EXERCISE:
Could you return each line below without altering a word?

SUPPLIED INFORMATION:
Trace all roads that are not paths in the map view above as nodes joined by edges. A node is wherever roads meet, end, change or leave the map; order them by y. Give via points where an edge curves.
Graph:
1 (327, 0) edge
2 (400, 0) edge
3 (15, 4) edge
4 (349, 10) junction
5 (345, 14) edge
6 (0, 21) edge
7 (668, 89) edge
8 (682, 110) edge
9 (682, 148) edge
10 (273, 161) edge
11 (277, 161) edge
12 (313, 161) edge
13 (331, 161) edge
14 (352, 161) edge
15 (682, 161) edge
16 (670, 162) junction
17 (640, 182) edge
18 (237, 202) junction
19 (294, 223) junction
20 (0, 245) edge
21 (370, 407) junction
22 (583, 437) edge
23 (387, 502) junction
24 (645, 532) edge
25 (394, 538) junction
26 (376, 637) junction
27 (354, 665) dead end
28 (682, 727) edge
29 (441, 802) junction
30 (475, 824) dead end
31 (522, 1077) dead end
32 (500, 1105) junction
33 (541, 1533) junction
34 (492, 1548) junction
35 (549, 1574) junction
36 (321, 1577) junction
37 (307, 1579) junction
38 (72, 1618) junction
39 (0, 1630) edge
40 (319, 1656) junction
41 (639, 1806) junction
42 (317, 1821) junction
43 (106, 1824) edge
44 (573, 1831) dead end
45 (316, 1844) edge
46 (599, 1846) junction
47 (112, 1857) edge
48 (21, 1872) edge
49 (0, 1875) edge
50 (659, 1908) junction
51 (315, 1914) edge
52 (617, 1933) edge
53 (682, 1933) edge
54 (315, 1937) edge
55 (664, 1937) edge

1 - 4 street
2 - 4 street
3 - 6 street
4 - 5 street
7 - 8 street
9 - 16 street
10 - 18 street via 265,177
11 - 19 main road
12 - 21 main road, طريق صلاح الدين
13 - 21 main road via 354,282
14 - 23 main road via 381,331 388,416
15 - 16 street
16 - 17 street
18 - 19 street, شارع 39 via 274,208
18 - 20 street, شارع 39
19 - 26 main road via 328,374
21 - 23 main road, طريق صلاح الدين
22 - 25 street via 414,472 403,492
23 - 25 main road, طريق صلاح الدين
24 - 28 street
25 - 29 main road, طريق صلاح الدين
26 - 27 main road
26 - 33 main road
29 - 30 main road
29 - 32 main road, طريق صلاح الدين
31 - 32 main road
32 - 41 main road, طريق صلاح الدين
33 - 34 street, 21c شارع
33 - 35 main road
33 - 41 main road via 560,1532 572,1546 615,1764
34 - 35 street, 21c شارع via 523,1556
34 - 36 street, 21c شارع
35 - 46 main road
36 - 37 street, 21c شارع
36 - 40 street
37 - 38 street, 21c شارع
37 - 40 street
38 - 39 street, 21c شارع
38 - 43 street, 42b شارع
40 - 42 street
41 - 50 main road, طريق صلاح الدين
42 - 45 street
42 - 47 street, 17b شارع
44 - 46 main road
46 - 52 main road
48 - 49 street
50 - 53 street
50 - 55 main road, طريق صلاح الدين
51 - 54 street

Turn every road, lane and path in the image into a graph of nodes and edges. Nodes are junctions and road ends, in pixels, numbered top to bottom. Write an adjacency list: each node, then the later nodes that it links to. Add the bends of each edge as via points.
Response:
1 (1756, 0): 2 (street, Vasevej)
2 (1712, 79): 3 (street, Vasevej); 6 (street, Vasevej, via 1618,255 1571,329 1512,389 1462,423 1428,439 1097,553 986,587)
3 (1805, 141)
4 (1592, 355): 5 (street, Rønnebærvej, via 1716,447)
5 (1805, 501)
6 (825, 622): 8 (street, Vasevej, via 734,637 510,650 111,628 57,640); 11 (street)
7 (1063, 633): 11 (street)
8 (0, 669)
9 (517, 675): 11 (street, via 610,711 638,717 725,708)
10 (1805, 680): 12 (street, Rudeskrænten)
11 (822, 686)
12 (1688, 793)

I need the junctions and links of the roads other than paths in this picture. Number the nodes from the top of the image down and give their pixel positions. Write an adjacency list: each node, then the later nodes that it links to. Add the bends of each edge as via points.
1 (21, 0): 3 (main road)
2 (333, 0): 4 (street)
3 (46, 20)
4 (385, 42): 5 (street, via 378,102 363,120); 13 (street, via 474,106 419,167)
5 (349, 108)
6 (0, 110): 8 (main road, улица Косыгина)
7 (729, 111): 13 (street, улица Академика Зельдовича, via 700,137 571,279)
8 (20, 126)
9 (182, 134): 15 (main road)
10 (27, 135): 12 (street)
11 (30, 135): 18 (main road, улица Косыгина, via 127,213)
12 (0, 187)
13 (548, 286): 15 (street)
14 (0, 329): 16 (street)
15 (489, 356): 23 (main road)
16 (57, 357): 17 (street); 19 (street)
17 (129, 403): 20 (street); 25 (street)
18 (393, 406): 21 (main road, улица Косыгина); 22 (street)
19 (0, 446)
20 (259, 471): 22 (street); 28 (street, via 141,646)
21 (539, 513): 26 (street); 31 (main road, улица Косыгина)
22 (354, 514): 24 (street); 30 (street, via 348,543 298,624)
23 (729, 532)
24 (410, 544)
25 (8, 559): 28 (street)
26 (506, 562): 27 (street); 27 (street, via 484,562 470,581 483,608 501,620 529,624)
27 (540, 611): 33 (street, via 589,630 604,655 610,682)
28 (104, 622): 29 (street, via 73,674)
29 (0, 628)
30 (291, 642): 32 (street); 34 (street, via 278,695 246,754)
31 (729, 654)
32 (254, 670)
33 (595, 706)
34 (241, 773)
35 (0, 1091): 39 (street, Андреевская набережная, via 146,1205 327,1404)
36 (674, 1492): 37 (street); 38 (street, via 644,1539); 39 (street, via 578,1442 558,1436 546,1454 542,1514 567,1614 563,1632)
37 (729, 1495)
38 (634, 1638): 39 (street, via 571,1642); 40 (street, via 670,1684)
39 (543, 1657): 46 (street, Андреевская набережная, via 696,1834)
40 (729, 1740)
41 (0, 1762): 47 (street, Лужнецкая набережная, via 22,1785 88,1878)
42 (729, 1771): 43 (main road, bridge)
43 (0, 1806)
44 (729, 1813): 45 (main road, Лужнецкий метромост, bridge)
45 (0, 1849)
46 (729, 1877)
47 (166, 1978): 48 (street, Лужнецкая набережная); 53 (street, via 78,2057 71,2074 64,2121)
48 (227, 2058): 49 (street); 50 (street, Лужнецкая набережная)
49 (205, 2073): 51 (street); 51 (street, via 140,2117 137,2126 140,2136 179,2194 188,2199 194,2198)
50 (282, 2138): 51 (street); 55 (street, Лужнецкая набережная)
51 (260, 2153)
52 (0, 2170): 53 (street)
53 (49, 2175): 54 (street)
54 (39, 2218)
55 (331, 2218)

OUTPUT FOR THIS TASK:
Trace all roads that are not paths in the map view above as nodes joined by edges. A node is wherever roads meet, end, change or leave the map; order them by y. Give via points where an edge curves.
Graph:
1 (327, 0) edge
2 (400, 0) edge
3 (15, 4) edge
4 (349, 10) junction
5 (345, 14) edge
6 (0, 21) edge
7 (668, 89) edge
8 (682, 110) edge
9 (682, 148) edge
10 (273, 161) edge
11 (277, 161) edge
12 (313, 161) edge
13 (331, 161) edge
14 (352, 161) edge
15 (682, 161) edge
16 (670, 162) junction
17 (640, 182) edge
18 (237, 202) junction
19 (294, 223) junction
20 (0, 245) edge
21 (370, 407) junction
22 (583, 437) edge
23 (387, 502) junction
24 (645, 532) edge
25 (394, 538) junction
26 (376, 637) junction
27 (354, 665) dead end
28 (682, 727) edge
29 (441, 802) junction
30 (475, 824) dead end
31 (522, 1077) dead end
32 (500, 1105) junction
33 (541, 1533) junction
34 (492, 1548) junction
35 (549, 1574) junction
36 (321, 1577) junction
37 (307, 1579) junction
38 (72, 1618) junction
39 (0, 1630) edge
40 (319, 1656) junction
41 (639, 1806) junction
42 (317, 1821) junction
43 (106, 1824) edge
44 (573, 1831) dead end
45 (316, 1844) edge
46 (599, 1846) junction
47 (112, 1857) edge
48 (21, 1872) edge
49 (0, 1875) edge
50 (659, 1908) junction
51 (315, 1914) edge
52 (617, 1933) edge
53 (682, 1933) edge
54 (315, 1937) edge
55 (664, 1937) edge

1 - 4 street
2 - 4 street
3 - 6 street
4 - 5 street
7 - 8 street
9 - 16 street
10 - 18 street via 265,177
11 - 19 main road
12 - 21 main road, طريق صلاح الدين
13 - 21 main road via 354,282
14 - 23 main road via 381,331 388,416
15 - 16 street
16 - 17 street
18 - 19 street, شارع 39 via 274,208
18 - 20 street, شارع 39
19 - 26 main road via 328,374
21 - 23 main road, طريق صلاح الدين
22 - 25 street via 414,472 403,492
23 - 25 main road, طريق صلاح الدين
24 - 28 street
25 - 29 main road, طريق صلاح الدين
26 - 27 main road
26 - 33 main road
29 - 30 main road
29 - 32 main road, طريق صلاح الدين
31 - 32 main road
32 - 41 main road, طريق صلاح الدين
33 - 34 street, 21c شارع
33 - 35 main road
33 - 41 main road via 560,1532 572,1546 615,1764
34 - 35 street, 21c شارع via 523,1556
34 - 36 street, 21c شارع
35 - 46 main road
36 - 37 street, 21c شارع
36 - 40 street
37 - 38 street, 21c شارع
37 - 40 street
38 - 39 street, 21c شارع
38 - 43 street, 42b شارع
40 - 42 street
41 - 50 main road, طريق صلاح الدين
42 - 45 street
42 - 47 street, 17b شارع
44 - 46 main road
46 - 52 main road
48 - 49 street
50 - 53 street
50 - 55 main road, طريق صلاح الدين
51 - 54 street

Turn every road, lane and path in the image into a graph of nodes and edges. Nodes are junctions and road ends, in pixels, numbered top to bottom. Write an adjacency list: each node, then the later nodes that it links to. Add the bends of each edge as via points.
Response:
1 (1756, 0): 2 (street, Vasevej)
2 (1712, 79): 3 (street, Vasevej); 6 (street, Vasevej, via 1618,255 1571,329 1512,389 1462,423 1428,439 1097,553 986,587)
3 (1805, 141)
4 (1592, 355): 5 (street, Rønnebærvej, via 1716,447)
5 (1805, 501)
6 (825, 622): 8 (street, Vasevej, via 734,637 510,650 111,628 57,640); 11 (street)
7 (1063, 633): 11 (street)
8 (0, 669)
9 (517, 675): 11 (street, via 610,711 638,717 725,708)
10 (1805, 680): 12 (street, Rudeskrænten)
11 (822, 686)
12 (1688, 793)

I need the junctions and links of the roads other than paths in this picture. Number the nodes from the top of the image down and give their pixel positions. Write an adjacency list: each node, then the later nodes that it links to. Add the bends of each edge as via points.
1 (21, 0): 3 (main road)
2 (333, 0): 4 (street)
3 (46, 20)
4 (385, 42): 5 (street, via 378,102 363,120); 13 (street, via 474,106 419,167)
5 (349, 108)
6 (0, 110): 8 (main road, улица Косыгина)
7 (729, 111): 13 (street, улица Академика Зельдовича, via 700,137 571,279)
8 (20, 126)
9 (182, 134): 15 (main road)
10 (27, 135): 12 (street)
11 (30, 135): 18 (main road, улица Косыгина, via 127,213)
12 (0, 187)
13 (548, 286): 15 (street)
14 (0, 329): 16 (street)
15 (489, 356): 23 (main road)
16 (57, 357): 17 (street); 19 (street)
17 (129, 403): 20 (street); 25 (street)
18 (393, 406): 21 (main road, улица Косыгина); 22 (street)
19 (0, 446)
20 (259, 471): 22 (street); 28 (street, via 141,646)
21 (539, 513): 26 (street); 31 (main road, улица Косыгина)
22 (354, 514): 24 (street); 30 (street, via 348,543 298,624)
23 (729, 532)
24 (410, 544)
25 (8, 559): 28 (street)
26 (506, 562): 27 (street); 27 (street, via 484,562 470,581 483,608 501,620 529,624)
27 (540, 611): 33 (street, via 589,630 604,655 610,682)
28 (104, 622): 29 (street, via 73,674)
29 (0, 628)
30 (291, 642): 32 (street); 34 (street, via 278,695 246,754)
31 (729, 654)
32 (254, 670)
33 (595, 706)
34 (241, 773)
35 (0, 1091): 39 (street, Андреевская набережная, via 146,1205 327,1404)
36 (674, 1492): 37 (street); 38 (street, via 644,1539); 39 (street, via 578,1442 558,1436 546,1454 542,1514 567,1614 563,1632)
37 (729, 1495)
38 (634, 1638): 39 (street, via 571,1642); 40 (street, via 670,1684)
39 (543, 1657): 46 (street, Андреевская набережная, via 696,1834)
40 (729, 1740)
41 (0, 1762): 47 (street, Лужнецкая набережная, via 22,1785 88,1878)
42 (729, 1771): 43 (main road, bridge)
43 (0, 1806)
44 (729, 1813): 45 (main road, Лужнецкий метромост, bridge)
45 (0, 1849)
46 (729, 1877)
47 (166, 1978): 48 (street, Лужнецкая набережная); 53 (street, via 78,2057 71,2074 64,2121)
48 (227, 2058): 49 (street); 50 (street, Лужнецкая набережная)
49 (205, 2073): 51 (street); 51 (street, via 140,2117 137,2126 140,2136 179,2194 188,2199 194,2198)
50 (282, 2138): 51 (street); 55 (street, Лужнецкая набережная)
51 (260, 2153)
52 (0, 2170): 53 (street)
53 (49, 2175): 54 (street)
54 (39, 2218)
55 (331, 2218)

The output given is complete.